Forget about self-managed third-party MFA

Many organizations have already deployed multi-factor authentication (MFA) solutions on-premises in the past few years. The previously mentioned ISO/IEC 17799 standard plays a role in that for some organizations. These investments may become technical debt when Pass-through Authentication (PTA) is deployed. End-users require the organization-managed MFA solution to access on-premises resources, but require one of the four Azure AD-managed  MFA solutions (Azure MFA, Trusona, DUO and/or RSA) to access cloud resources. From their point of view, this means that when their mobile number and/or their mobile device changes, they have to change settings and/or register twice. With kids these days switching phones and numbers each year, this becomes a force to recognize.

 

Roll-over the password for AzureADSSOAcc

We rarely see a Pass-through Authentication (PTA) implementation without Seamless Single Sign-On (S3O) enabled as an authentication method, too. When you enable S3O, an computer account is created: AzureADSSOAcc. It is created in the Computers container, by default.

It is important to frequently roll over the Kerberos decryption key of this computer account (which represents Azure AD) created in your on-premises AD forest.
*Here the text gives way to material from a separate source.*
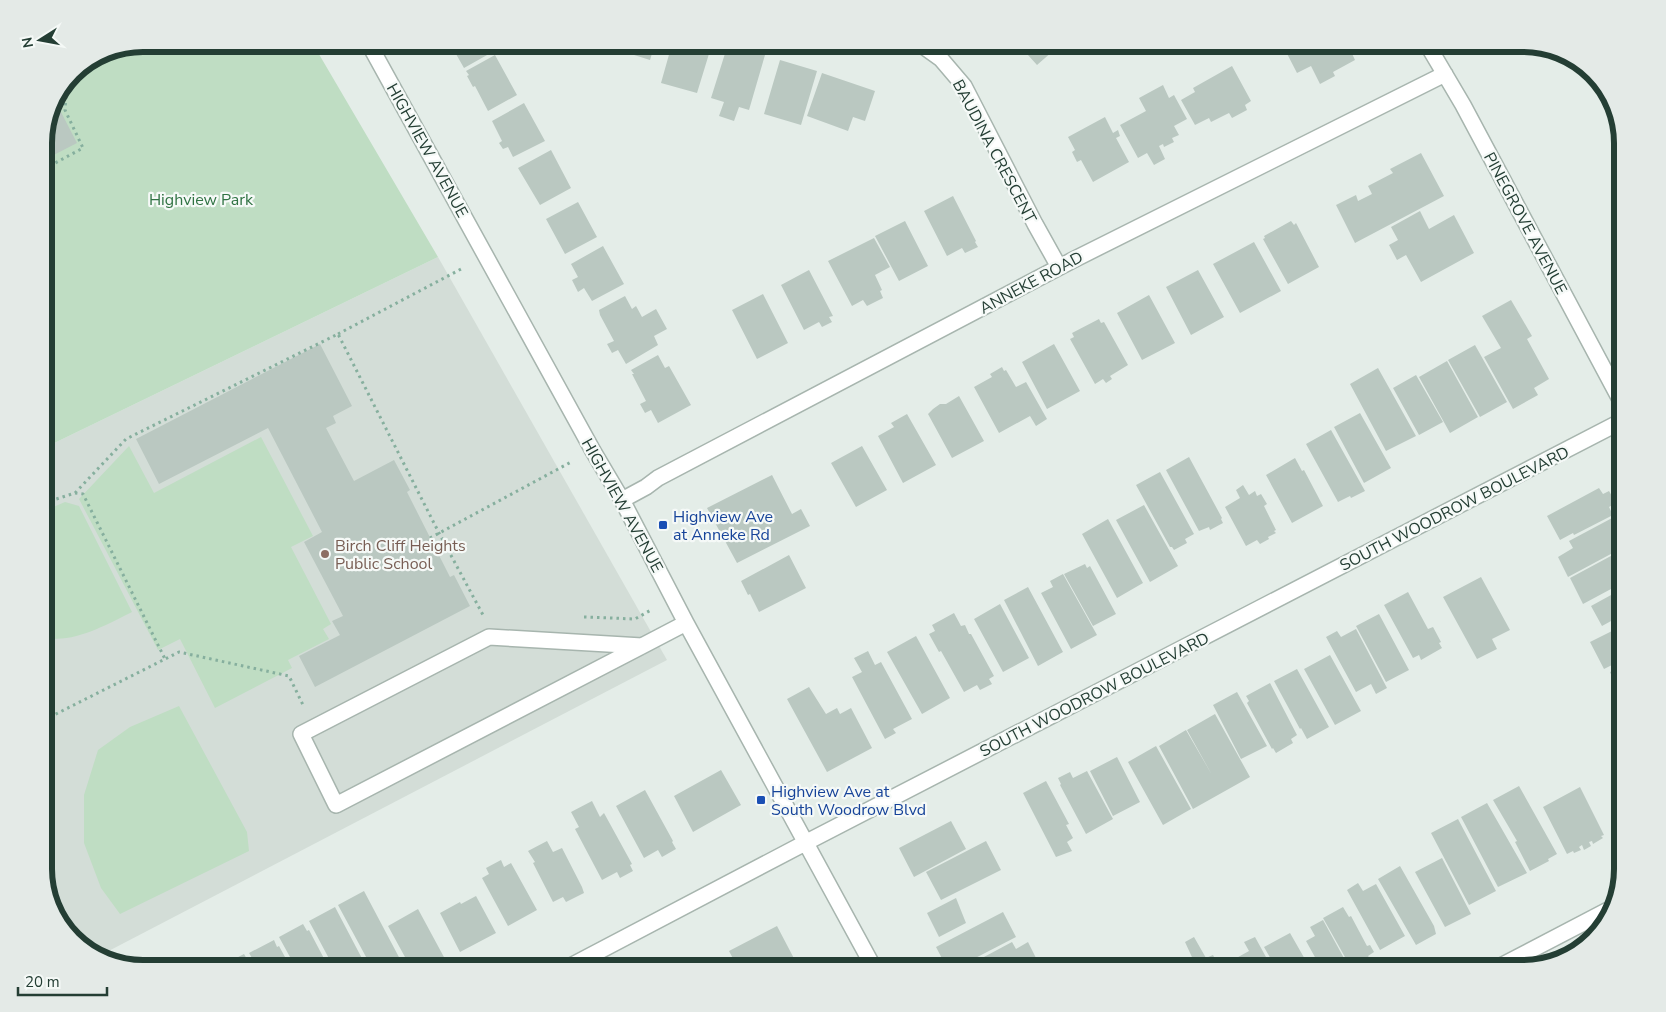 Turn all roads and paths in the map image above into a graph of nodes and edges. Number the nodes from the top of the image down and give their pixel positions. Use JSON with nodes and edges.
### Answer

Azure AD Connect does not notify of this caveat. And to do so, is complicated and cannot be automated without adding credentials of an account with the Global Admin role, configured without MFA, to the script.

 

Don’t disable TLS 1.0 (yet)

Since version 1.2.65 of Azure AD Connect (October 25th, 2018), it supports all other protocols being disabled and only TLS 1.2 being enabled on the machine where Azure AD Connect is installed.

However, when PTA is used as the authentication method and the PTA Agent is installed on the same Windows Server installation as Azure AD Connect, by default, the PTA Agent will not be able to communicate with Azure, when TLS 1.0 is disabled.

It appears the PTA Agent still requires TLS 1.0, for now.

4 Responses to Ten things you need to know about Pass-through Authentication

  1.  

    Great break down. Thanks for the insights!

  2.  

    As usual very interesting article. However I wanted to know if it was possible to deepen the issue related to licensing since in this article, Microsoft says that the service is active for all but only for fine tune settings an AAD basic or premium license is required.

  3.  

    TLS 1.0 dependency has been removed in March, 2019.

  4.  

    We have PTA preview turned on with SSO. This has created the relevant AzureADSSOAcc account in AD.

    Questions: When we implement 'full' PTA and select SSO; will the existing settings (ie including the above computer account) be used or will it try to recreate the SSO infrastructure?